When the Virgin Islands Supreme Court construes a local statute, its "first step 'is to determine whether the language at issue has a plain and unambiguous meaning.'" One St. Peter, LLC v. Bd. of Land Use Appeals, No. 2015-0120, 2017 WL 3741443, at *2 (V.I. Aug. 28, 2017) (quoting In re L.O.F., 62 V.I. 655, 661 (2015)). When different statutes conflict with one another, the Virgin Islands Supreme Court relies on the "'well-established canon of statutory construction that when two statutes cover the same situation, the more specific statute takes precedence over the more general one,' unless it appears that the Legislature intended for the more general to control." Virgin Islands Pub. Servs. Comm'n v. Virgin Islands Water & Power Auth., 49 V.I. 478, 485 (2008) (quoting Coady v. Vaughn, 251 F.3d 480, 484 (3d Cir.2001)).

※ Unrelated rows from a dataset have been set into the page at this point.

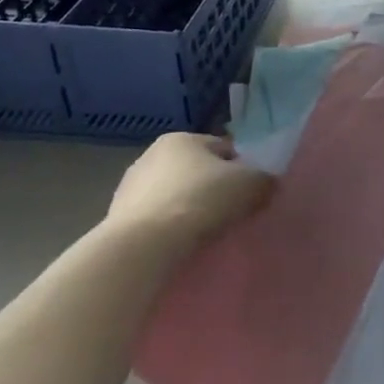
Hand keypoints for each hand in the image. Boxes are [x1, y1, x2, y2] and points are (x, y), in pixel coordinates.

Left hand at [106, 133, 273, 248]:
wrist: (144, 246)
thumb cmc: (201, 201)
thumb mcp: (252, 185)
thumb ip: (265, 180)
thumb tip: (266, 185)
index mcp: (182, 138)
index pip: (224, 149)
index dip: (243, 169)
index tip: (250, 193)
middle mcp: (151, 154)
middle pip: (197, 171)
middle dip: (214, 188)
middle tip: (231, 213)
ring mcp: (130, 187)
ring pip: (175, 195)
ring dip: (190, 208)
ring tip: (205, 233)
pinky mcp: (117, 218)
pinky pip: (157, 219)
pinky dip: (170, 228)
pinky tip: (180, 244)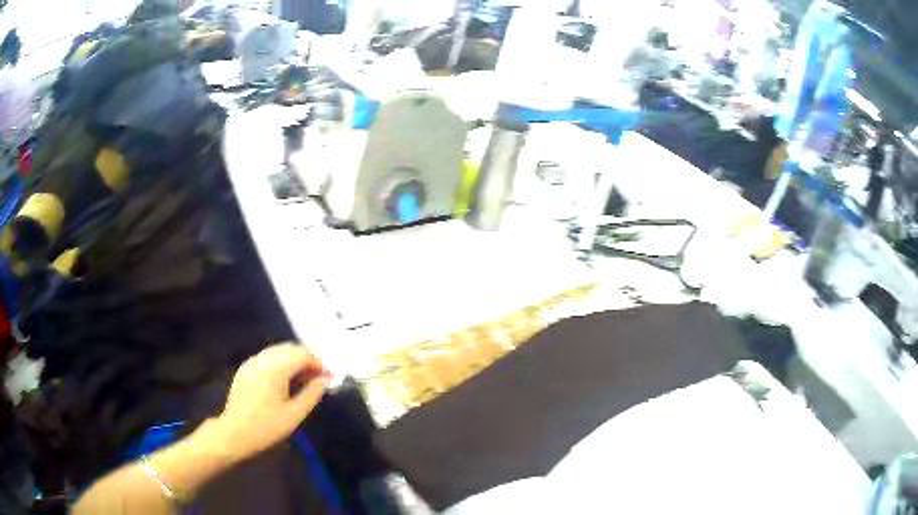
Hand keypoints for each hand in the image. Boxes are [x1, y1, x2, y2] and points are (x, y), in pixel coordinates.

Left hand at [216, 343, 330, 461]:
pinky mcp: (245, 369)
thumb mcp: (294, 414)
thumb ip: (312, 394)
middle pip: (290, 348)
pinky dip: (280, 364)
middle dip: (307, 360)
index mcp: (275, 368)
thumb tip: (324, 381)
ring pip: (278, 352)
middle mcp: (262, 359)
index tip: (328, 378)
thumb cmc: (266, 426)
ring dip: (294, 361)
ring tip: (303, 381)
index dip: (318, 363)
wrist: (234, 433)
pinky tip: (284, 382)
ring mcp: (252, 362)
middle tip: (318, 379)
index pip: (302, 353)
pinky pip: (267, 358)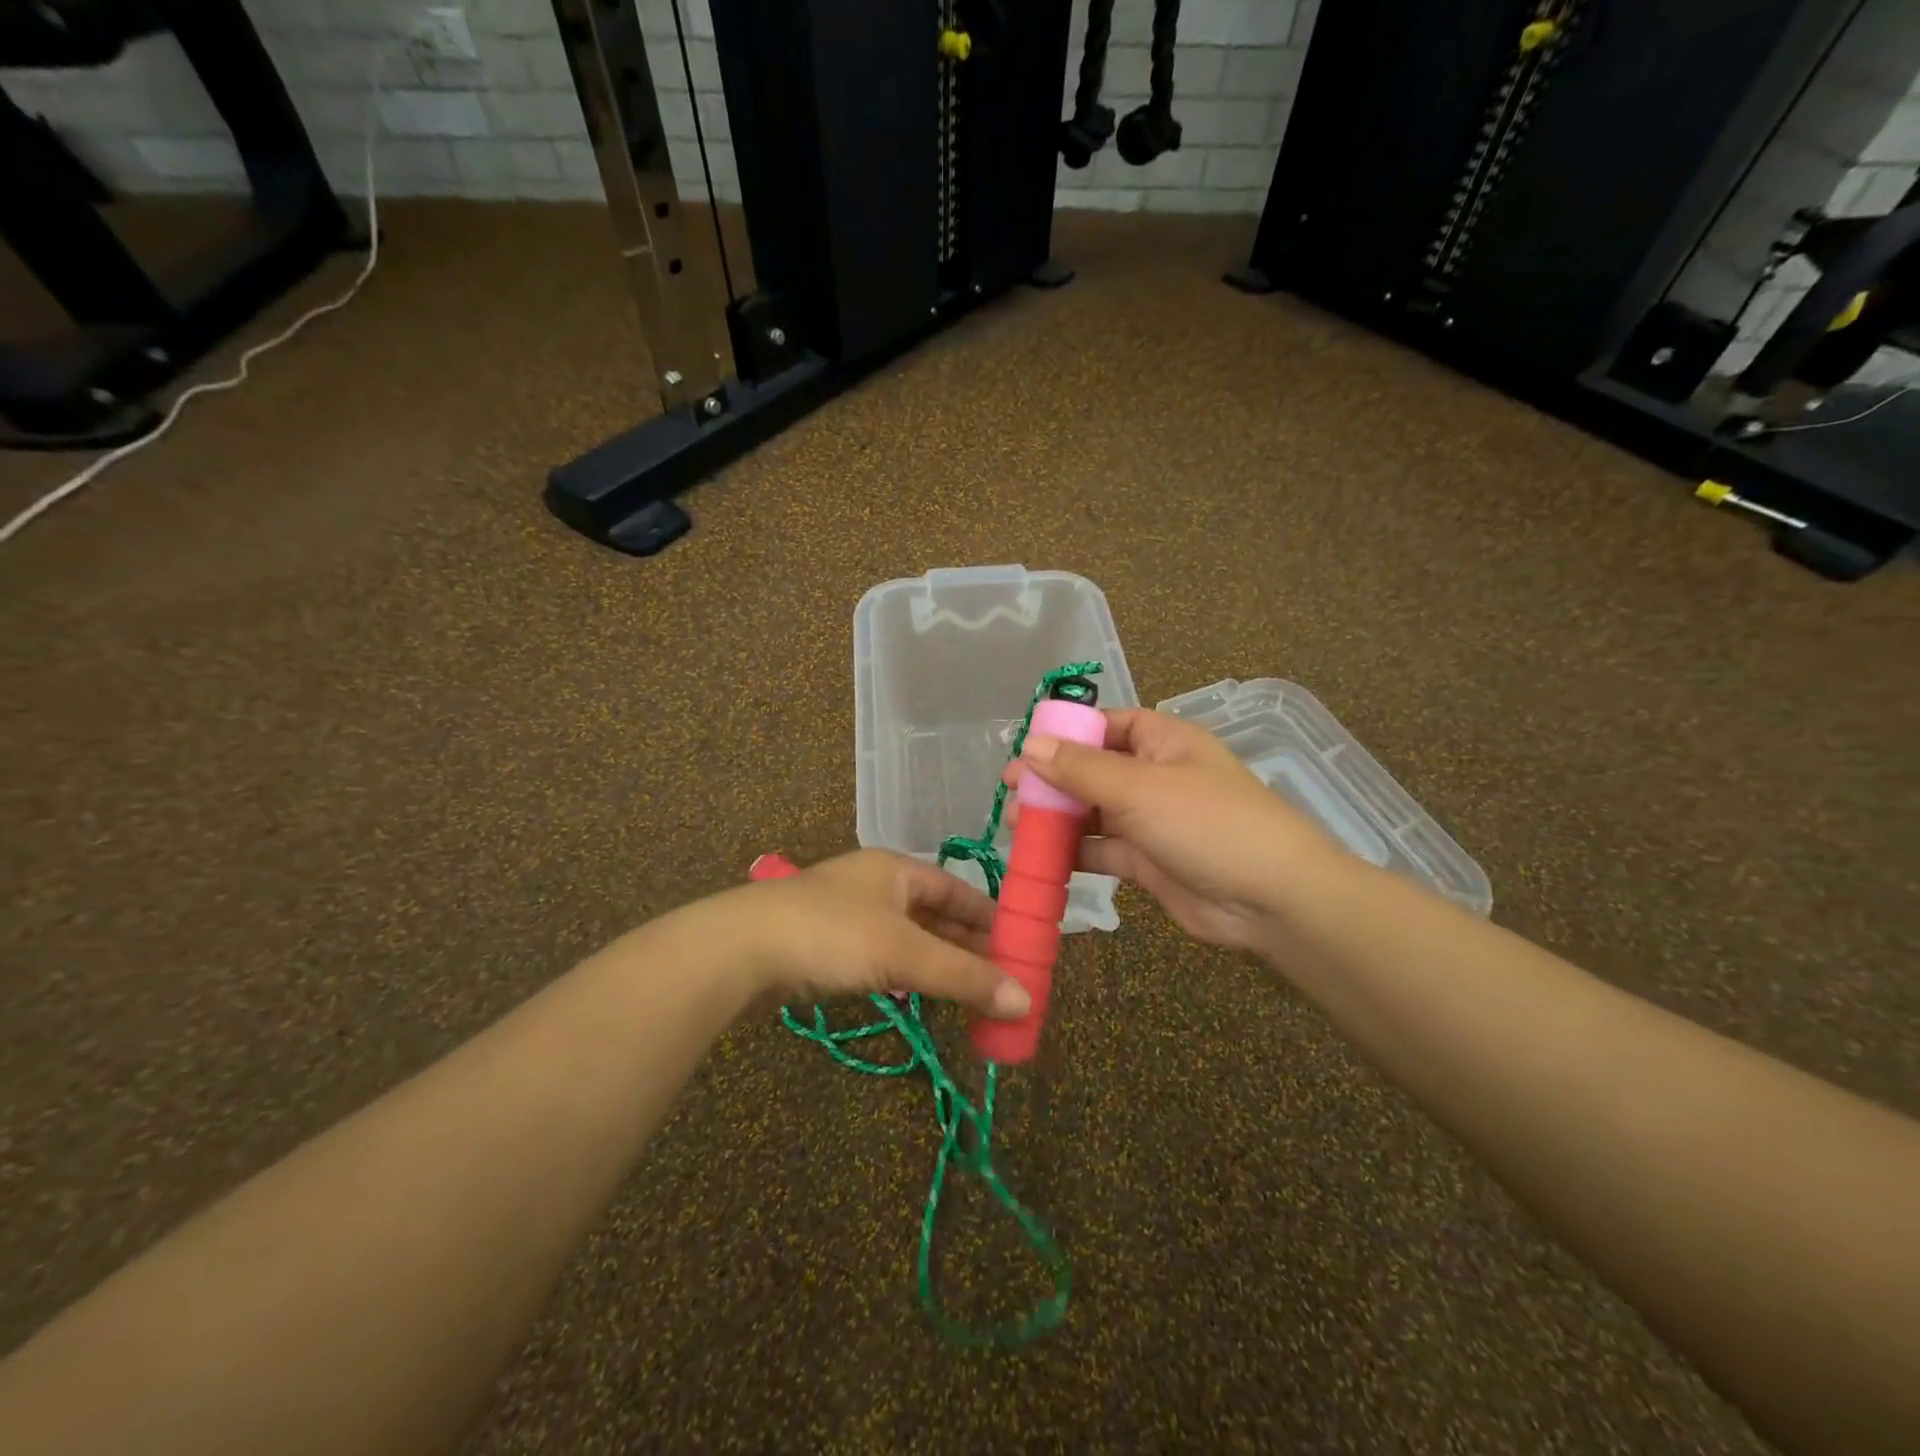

A comparison of the objectives of Section 7(k) of VIESA with Sections 64 and 451 indicate which is the more specific statute. Here, Sections 64 and 451 impose a broad duty on all employers not to discriminate on the basis of several protected characteristics. See 10 V.I.C. § 64; 24 V.I.C. § 451; see also Bass v. Fed. Express Corp., No. CV 14-0060, 2017 WL 2022977, at *3 (D.V.I. May 11, 2017) (explaining that Section 64 "is extremely general"). On the other hand, Section 7(k) of VIESA is a targeted statute that directs a specific group to make a specific payment. Section 7(k) of VIESA requires a payment--a 3% salary deduction--from a specific group of people--government employees with 30 or more years of service. See VIESA, Act No. 7261, § 7(k). Those attributes indicate that Section 7(k) of VIESA is a more specific statute than the general anti-discrimination statutes found at Sections 64 and 451. See, e.g., Virgin Islands Pub. Servs. Comm'n, 2008 WL 2367607, at *4 ("Here, section 1(c) is the more specific statute because it applies only to a specific type of action, namely fixing rates, for a specific type of agency, namely public utilities, which includes those utilities supplied by the government. Section 121's prohibition applies to all government agencies in the Virgin Islands with respect to many types of actions, including WAPA's power to set rates."). To the extent that there is a conflict between Section 7(k) of VIESA and general discrimination statutes, the more specific statute, Section 7(k) of VIESA prevails. See id. As such, Section 7(k) of VIESA cannot violate Sections 64 or Section 451. That legal conclusion deprives Bryan and Thomas of any legal footing on which to make their claims against the GVI.
The premises considered, it is hereby
ORDERED that the territorial law claims of Bryan and Thomas alleging violations of Section 64 and Section 451 are DISMISSED.